Bagi saya, semua anak itu unik dan istimewa, kita hanya membutuhkan sedikit pengertian dan pendekatan yang berbeda. Fokusnya bukan pada anak, tapi kita pengasuh dan pendamping mereka. Bukan mereka yang hatus mengerti kita, tapi kita -sebagai sang utusan- yang harus mengerti mereka. Raditya, bocah bertubuh kecil itu sudah berusia 18 tahun dan entah sudah berapa sekolah yang menolaknya karena data terakhir hanya menempatkan ia di kelas dua SD hingga bertahun-tahun tak naik kelas. Di sini, kami mendampinginya dan memandu setiap detail potensi non-akademik yang pasti dimilikinya.

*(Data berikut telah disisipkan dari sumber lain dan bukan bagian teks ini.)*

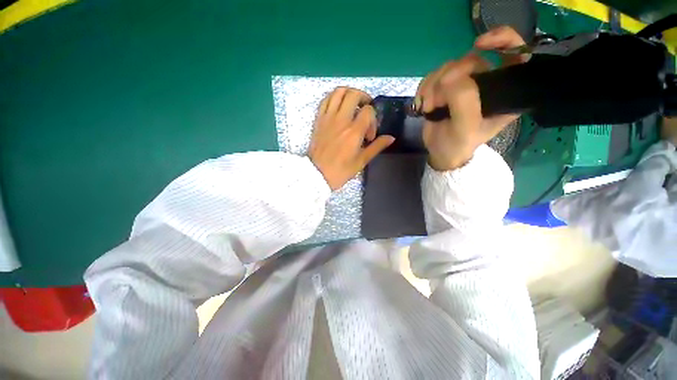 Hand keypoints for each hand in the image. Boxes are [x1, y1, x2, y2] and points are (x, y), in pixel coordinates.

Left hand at [309, 87, 394, 189]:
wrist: (317, 174)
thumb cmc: (340, 170)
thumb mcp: (361, 161)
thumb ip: (376, 147)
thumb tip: (391, 137)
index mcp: (354, 131)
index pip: (368, 111)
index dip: (373, 120)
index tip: (369, 135)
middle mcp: (341, 120)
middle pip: (354, 94)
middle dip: (364, 99)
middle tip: (365, 110)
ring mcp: (328, 118)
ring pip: (338, 92)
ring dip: (349, 93)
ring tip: (353, 104)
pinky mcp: (318, 120)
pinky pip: (325, 100)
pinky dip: (334, 98)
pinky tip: (338, 106)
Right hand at [416, 26, 527, 170]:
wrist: (440, 153)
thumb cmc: (458, 145)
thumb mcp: (466, 129)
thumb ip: (464, 101)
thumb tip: (450, 77)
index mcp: (504, 92)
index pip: (516, 53)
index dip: (503, 40)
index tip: (480, 44)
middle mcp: (486, 83)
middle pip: (471, 60)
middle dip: (448, 79)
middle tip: (436, 102)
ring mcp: (464, 85)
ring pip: (448, 68)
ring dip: (432, 87)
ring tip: (428, 107)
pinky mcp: (446, 89)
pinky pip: (434, 76)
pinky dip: (424, 88)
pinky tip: (422, 103)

Allah menganugerahkan ragam jenis karakter anak sebagaimana juga memberi karunia ragam potensi pada diri mereka, meski sayang, banyak orang tua, guru, sekolah bahkan lingkungan yang memberi label kepada mereka sebagai "anak bodoh", "anak nakal", "anak kurang ajar".
Ada sebuah adagium usang di dunia pendidikan, "Bila mau mencetak murid berkualitas dan pintar, pastikan sejak membuka pendaftaran murid baru, seleksi yang terbaik, Anda akan meluluskan yang terbaik." Tentu saja...!
Lalu bagaimana dengan sejumlah anak dengan latar belakang seperti yang saya sebutkan di atas? Siapa yang bertanggung jawab? Sekolah mana yang mau menerima? Komitmen pelayanan pendidikan seperti apa yang diberikan, sekalipun ada sekolah yang mau menerimanya? Ukuran akademik seperti apa yang tengah dipertontonkan negeri ini?